At 2:34 PM, Anonymous Anonymous said...

Pretty DISGUSTING !

http://mdatoz.com/mortal/

 
At 2:39 AM, Anonymous Anonymous said...

First of all, while it's true that Romney would have won, if ALL the states split their electoral college votes, they aren't going to put GA in play by splitting the vote in GA or TX.

2. Obama would still have won if the GOP scheme to flip WI, PA and a few other blue states where they control the legislature were in effect.

3. This nefarious plan is already being criticized by some Republicans like Haley Barbour. Of course they could all be told to shut up and get in line by Rush Limbaugh, but it's going to generate MASSIVE bad publicity for anybody who tries this.

This is NOT like attacking unions in WI or MI where an entire generation of propaganda has convinced millions of working class whites that "Unions = giving my money to illegals."

This is direct vote stealing, nothing more. It's going to piss a lot of people off.

Could they get away with it in a few states? Possibly, but it's going to generate a backlash against any Governor who tries it. And it certainly won't help any Republican win statewide office in a state where Obama won a majority.

Take Colorado for example: GOP chances of pulling something like this off here are ZERO. They have to control both the governorship AND both houses of the legislature and they don't control any of these.

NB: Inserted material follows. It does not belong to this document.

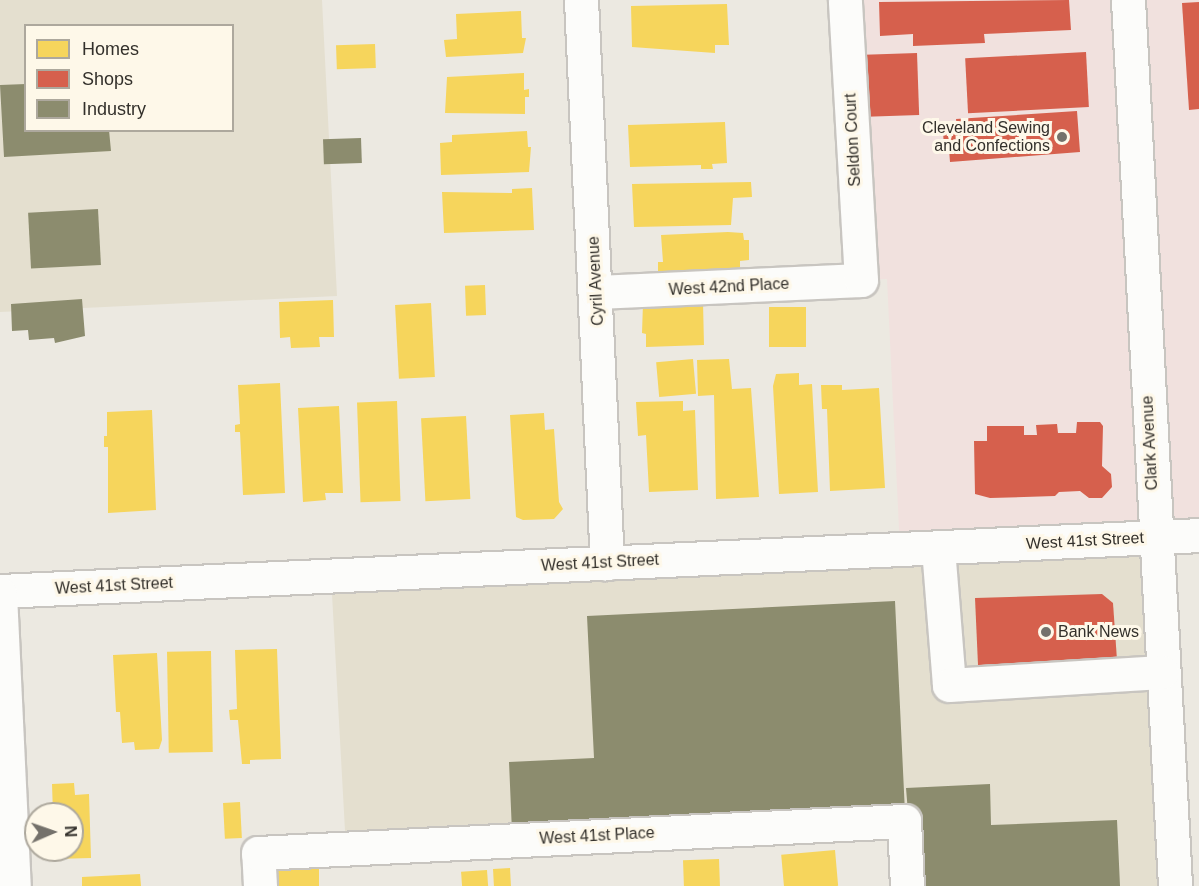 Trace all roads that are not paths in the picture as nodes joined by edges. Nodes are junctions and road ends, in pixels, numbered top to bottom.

They MIGHT be able to do this in WI. I question whether they will dare try it in MI. PA they seem crazy enough to try it, but it will cost them.

Remember that Republicans in blue states depend on winning support from conservative Democrats and independents who will be offended by naked power grabs (aimed at them).

It looks from the wave of negative publicity, and Republicans backing off and not wanting to be associated with these ideas, like this entire effort is going to come unglued before it even gets rolling.

 
At 7:59 PM, Anonymous Anonymous said...

Please, when I was a young man growing up there was a lot of talk about the one man one vote principle. It seems this should be the basis for all elections.

Even the supreme Court should be able to figure this out. Created equal, not gerrymandered.